Open Lattay opened 1 year ago

Lattay commented 1 year ago

Hello,

Apparently dependencies are not reparsed after the editing of the dependencies, which make the said editing completely useless. As far as I am concerned, this is one of the most common editing I do to PKGBUILD, so it would be nice to reparse the deps after editing.

Is this something that would be implemented ?

I am not a daily Nim programmer, but I think I know enough of it that I could look into implementing this if it is acceptable for you.

zqqw commented 1 year ago

Well spotted, after adding another dependency, although the PKGBUILD is reparsed, so most changes in there work as expected, the extra dependency is not then installed:

==> Checking buildtime dependencies...
==> ERROR: Could not resolve all dependencies.
error: failed to build 'termenu-git'
:: Build failed, retry? [y/e/N/?] y

It's possible to proceed with the build if it's manually installed in another terminal tab, so the change is getting registered but it seems no action is taken to re-run the install part if required.

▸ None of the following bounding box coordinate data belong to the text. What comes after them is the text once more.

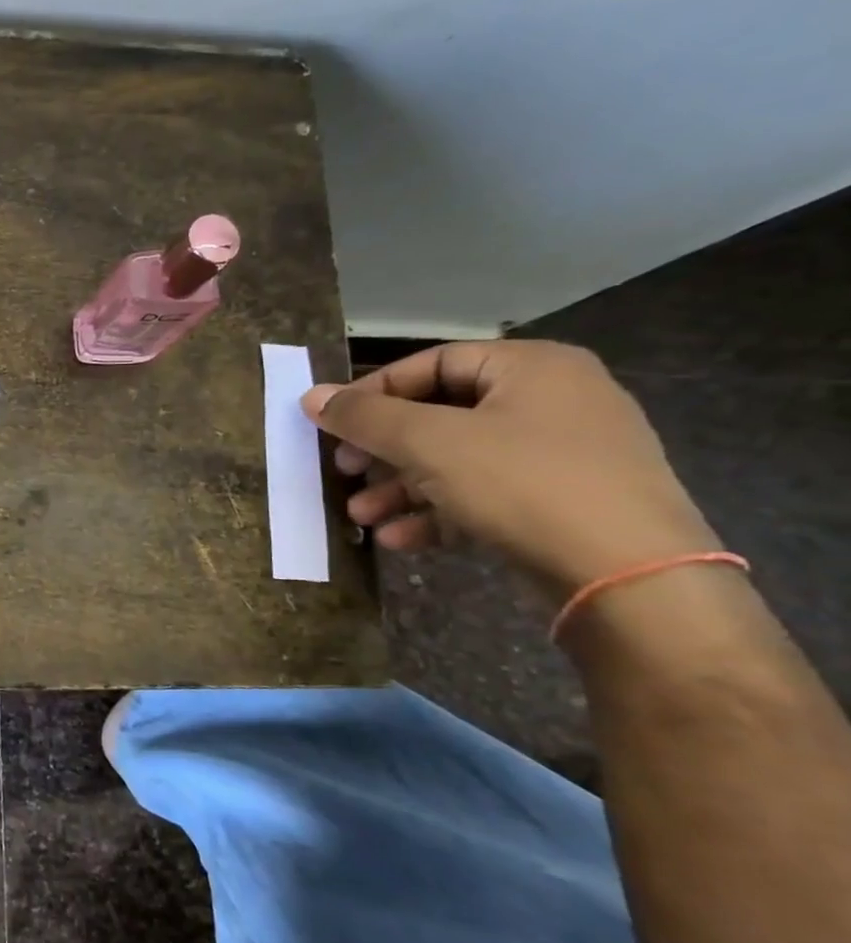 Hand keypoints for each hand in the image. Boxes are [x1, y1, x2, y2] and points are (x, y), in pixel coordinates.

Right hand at [301, 340, 717, 592]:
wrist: (632, 579)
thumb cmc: (524, 484)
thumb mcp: (430, 443)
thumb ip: (366, 417)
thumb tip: (311, 396)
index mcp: (532, 368)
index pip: (432, 363)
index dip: (373, 392)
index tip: (330, 423)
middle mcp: (552, 401)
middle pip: (440, 415)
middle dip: (382, 450)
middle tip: (341, 470)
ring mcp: (562, 456)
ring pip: (457, 461)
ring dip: (400, 487)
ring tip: (360, 515)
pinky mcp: (561, 504)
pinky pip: (483, 495)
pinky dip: (437, 513)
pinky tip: (398, 538)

If you did want to fix this, that would be great. Thank you for getting in touch about this.

Lattay commented 1 year ago

Another problem is that if you remove a dependency, it will still be installed. I mention that because my test case was trying to replace an old version of a package only available on AUR with a more recent one, available on official repos. I'll look into the problem.

Can you maybe point me to the right modules where this may be handled, to get me up to speed ?

zqqw commented 1 year ago

It sounds like it could be more a case for re-ordering events slightly, so the option to edit the files takes place before the dependencies are installed. A lot of this will take place in src/feature/syncinstall.nim and many procs called from there are from src/common.nim. The startup point is src/main.nim but not a lot happens in there, it mostly just sets things in motion. If you ag/grep the error messages it should help you find the right general area. The control flow does tend to jump about a lot and there are different paths with common points for say -Sn (repopkg) vs -S (aurpkg) so it could take a while to trace things through. As it runs on the console you can easily add debugging echos to print out variables and monitor progress, if you want to pause things to check the current contents of directories an input line works well, eg let myInput = readLine(stdin)

zqqw commented 1 year ago

Some of the onscreen messages are from makepkg, pacman and possibly git which are exec'd in various ways at various points, I should have mentioned before.